For the string "Right", find every matching line in the records and copy it.

Source records:
_ _ _ _
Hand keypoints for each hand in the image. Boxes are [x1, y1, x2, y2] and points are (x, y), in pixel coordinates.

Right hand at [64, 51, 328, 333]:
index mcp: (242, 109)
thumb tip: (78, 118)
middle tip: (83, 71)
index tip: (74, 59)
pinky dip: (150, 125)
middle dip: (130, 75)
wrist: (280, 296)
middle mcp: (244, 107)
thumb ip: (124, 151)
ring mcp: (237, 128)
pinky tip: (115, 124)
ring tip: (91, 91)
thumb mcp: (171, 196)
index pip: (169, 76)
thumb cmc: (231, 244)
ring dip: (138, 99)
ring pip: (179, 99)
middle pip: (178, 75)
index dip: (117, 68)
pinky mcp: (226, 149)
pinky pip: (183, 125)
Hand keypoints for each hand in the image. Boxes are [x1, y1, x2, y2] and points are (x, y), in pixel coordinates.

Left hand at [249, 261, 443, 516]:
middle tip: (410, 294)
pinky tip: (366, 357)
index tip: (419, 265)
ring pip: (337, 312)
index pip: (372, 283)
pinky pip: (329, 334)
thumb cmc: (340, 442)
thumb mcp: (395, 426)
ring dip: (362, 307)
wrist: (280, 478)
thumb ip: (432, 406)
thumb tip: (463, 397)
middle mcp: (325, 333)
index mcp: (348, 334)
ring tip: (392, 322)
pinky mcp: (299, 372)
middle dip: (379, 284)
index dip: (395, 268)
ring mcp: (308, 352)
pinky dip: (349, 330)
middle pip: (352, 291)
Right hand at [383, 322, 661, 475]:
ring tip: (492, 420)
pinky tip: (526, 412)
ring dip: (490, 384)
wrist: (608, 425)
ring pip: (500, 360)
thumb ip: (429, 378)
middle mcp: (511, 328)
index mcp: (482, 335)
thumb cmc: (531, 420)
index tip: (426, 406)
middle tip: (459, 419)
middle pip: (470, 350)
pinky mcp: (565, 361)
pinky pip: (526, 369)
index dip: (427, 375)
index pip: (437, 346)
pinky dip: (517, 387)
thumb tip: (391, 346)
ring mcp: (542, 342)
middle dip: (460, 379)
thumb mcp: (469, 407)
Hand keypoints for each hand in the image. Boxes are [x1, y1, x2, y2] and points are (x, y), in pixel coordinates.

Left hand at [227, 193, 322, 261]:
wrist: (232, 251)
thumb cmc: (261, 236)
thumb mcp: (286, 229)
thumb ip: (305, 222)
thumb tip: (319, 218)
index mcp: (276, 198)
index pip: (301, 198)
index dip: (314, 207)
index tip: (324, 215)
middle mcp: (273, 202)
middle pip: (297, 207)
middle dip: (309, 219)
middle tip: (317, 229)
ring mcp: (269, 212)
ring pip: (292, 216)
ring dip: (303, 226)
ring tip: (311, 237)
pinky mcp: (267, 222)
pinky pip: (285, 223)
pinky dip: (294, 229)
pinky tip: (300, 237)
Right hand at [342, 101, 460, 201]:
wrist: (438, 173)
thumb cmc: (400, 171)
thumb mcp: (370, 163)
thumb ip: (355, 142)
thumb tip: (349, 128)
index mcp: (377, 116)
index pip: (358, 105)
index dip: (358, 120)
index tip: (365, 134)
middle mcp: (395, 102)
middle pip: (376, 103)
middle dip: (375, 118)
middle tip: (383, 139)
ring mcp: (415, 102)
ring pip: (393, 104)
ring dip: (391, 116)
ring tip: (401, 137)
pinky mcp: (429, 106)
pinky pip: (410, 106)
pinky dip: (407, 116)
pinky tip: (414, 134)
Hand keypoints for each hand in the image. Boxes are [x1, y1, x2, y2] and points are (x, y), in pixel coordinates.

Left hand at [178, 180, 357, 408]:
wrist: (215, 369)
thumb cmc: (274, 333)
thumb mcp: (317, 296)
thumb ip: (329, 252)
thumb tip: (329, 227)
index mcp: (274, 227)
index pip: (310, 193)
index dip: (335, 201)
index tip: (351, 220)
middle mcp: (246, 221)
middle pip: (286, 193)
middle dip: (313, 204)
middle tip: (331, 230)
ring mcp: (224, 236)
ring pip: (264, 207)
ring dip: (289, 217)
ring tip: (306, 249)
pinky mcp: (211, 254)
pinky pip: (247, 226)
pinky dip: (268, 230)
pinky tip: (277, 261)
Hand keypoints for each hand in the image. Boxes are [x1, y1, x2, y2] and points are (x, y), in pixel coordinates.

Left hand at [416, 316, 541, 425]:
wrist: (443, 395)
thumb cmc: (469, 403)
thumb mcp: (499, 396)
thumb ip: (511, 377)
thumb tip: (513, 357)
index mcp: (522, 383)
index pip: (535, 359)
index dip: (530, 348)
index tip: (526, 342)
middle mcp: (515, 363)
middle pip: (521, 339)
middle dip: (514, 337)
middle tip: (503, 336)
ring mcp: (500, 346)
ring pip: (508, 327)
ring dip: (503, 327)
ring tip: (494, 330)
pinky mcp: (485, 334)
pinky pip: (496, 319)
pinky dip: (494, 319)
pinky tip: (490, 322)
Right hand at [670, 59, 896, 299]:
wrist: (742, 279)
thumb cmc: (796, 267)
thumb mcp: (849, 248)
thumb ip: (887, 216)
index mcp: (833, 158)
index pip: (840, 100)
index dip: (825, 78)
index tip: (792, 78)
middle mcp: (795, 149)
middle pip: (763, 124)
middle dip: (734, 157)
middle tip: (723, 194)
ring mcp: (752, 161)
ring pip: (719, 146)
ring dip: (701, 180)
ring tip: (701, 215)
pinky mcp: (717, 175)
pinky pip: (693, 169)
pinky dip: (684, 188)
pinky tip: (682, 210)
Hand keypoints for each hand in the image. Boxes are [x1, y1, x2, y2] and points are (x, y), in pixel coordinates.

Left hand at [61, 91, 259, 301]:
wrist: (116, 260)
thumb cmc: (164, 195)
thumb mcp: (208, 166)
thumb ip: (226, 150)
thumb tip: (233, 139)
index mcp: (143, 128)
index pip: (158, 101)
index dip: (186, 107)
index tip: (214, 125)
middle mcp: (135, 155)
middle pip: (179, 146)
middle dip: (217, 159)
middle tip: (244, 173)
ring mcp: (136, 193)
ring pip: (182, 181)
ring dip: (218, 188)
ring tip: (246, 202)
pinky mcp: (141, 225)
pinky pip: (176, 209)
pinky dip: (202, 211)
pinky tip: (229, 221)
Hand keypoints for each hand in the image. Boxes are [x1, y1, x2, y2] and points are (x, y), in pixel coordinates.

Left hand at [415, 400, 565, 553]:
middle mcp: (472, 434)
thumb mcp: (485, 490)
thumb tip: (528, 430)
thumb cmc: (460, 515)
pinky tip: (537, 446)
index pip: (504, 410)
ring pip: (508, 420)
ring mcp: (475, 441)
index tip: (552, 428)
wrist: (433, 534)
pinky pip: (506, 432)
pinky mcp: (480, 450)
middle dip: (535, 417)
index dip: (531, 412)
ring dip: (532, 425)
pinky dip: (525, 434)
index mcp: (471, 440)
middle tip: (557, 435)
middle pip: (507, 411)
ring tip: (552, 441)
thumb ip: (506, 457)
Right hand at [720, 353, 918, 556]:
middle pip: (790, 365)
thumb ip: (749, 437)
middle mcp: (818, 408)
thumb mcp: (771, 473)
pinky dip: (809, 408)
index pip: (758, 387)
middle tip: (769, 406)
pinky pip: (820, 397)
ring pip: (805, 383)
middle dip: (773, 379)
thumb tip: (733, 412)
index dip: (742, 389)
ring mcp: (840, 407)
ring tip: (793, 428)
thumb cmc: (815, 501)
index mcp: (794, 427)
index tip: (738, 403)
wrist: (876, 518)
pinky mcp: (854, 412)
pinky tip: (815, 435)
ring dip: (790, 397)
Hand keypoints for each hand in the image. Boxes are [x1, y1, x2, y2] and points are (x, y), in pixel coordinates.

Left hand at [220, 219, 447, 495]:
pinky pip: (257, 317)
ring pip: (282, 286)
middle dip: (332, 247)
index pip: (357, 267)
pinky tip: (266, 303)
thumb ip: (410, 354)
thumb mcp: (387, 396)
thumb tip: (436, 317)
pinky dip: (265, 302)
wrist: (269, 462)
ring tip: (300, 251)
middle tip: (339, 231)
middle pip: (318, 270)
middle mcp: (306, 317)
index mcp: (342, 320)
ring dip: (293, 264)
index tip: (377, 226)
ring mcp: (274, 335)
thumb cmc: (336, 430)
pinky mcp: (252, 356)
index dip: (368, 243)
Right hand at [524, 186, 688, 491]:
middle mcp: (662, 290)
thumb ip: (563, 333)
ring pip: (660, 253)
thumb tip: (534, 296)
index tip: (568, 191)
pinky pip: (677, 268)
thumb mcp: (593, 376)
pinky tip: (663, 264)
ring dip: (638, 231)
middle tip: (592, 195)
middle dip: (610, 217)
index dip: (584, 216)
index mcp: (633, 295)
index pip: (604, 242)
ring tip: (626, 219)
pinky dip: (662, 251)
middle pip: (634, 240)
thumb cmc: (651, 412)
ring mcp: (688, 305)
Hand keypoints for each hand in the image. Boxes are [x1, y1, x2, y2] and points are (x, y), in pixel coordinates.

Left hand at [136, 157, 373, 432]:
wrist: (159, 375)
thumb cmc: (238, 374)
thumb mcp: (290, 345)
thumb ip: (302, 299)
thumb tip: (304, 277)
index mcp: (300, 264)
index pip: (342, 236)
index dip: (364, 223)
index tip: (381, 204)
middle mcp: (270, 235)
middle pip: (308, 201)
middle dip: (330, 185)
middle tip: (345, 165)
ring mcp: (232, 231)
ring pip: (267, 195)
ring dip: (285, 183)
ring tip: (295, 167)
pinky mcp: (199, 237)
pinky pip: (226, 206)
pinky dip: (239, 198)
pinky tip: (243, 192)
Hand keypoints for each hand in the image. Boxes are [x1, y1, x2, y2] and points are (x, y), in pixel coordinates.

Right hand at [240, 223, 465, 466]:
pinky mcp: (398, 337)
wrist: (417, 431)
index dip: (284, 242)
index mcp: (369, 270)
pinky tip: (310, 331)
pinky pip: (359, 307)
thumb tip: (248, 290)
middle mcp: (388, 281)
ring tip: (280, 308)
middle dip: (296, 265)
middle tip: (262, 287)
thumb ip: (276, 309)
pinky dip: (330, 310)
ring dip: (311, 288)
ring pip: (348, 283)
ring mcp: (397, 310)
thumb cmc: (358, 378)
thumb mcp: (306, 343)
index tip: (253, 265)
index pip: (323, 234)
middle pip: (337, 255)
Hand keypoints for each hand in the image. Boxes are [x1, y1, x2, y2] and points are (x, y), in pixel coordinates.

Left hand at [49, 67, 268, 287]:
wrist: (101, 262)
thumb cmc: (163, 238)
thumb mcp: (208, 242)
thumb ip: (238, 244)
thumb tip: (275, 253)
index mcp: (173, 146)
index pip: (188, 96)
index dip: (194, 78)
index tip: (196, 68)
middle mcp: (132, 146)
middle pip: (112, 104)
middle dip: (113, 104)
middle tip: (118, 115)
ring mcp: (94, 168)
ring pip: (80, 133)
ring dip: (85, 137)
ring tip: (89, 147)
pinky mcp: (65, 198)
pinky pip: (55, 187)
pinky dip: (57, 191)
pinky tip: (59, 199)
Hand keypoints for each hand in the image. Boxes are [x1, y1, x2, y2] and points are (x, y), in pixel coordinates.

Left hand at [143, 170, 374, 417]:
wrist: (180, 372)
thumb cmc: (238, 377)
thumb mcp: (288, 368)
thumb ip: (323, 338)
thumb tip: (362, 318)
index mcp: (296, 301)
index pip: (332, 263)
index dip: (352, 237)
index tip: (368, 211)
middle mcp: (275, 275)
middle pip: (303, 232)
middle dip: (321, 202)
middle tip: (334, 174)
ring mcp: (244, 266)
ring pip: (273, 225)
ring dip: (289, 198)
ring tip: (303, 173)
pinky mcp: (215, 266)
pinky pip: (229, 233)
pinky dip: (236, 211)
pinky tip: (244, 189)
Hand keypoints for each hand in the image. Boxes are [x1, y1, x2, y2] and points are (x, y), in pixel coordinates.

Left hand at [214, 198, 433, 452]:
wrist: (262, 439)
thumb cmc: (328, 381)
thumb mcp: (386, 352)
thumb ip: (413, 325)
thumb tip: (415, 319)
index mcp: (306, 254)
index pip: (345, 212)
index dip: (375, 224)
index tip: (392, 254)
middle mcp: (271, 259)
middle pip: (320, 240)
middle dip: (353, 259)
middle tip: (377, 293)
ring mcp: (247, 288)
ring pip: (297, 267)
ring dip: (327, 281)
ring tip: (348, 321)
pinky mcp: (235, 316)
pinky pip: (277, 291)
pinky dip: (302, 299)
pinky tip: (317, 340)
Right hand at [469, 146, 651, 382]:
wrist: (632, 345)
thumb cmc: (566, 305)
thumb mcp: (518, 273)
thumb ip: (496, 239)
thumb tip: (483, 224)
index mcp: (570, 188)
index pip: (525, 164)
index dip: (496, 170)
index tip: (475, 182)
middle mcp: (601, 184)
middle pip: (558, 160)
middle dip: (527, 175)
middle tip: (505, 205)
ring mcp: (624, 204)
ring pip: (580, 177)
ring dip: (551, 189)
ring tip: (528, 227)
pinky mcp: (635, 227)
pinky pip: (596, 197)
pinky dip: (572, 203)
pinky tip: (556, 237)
_ _ _ _
> [OUTPUT OF THE EXERCISE]:
Right hand at [64, 51, 328, 333]:
Right hand at [383, 322, 661, 475]:
Right hand at [342, 101, 460, 201]:
Right hand at [670, 59, 896, 299]:
Right hand at [720, 353, 918, 556]:
Right hand at [524, 186, 688, 491]:
Right hand at [240, 223, 465, 466]:
Right hand at [469, 146, 651, 382]:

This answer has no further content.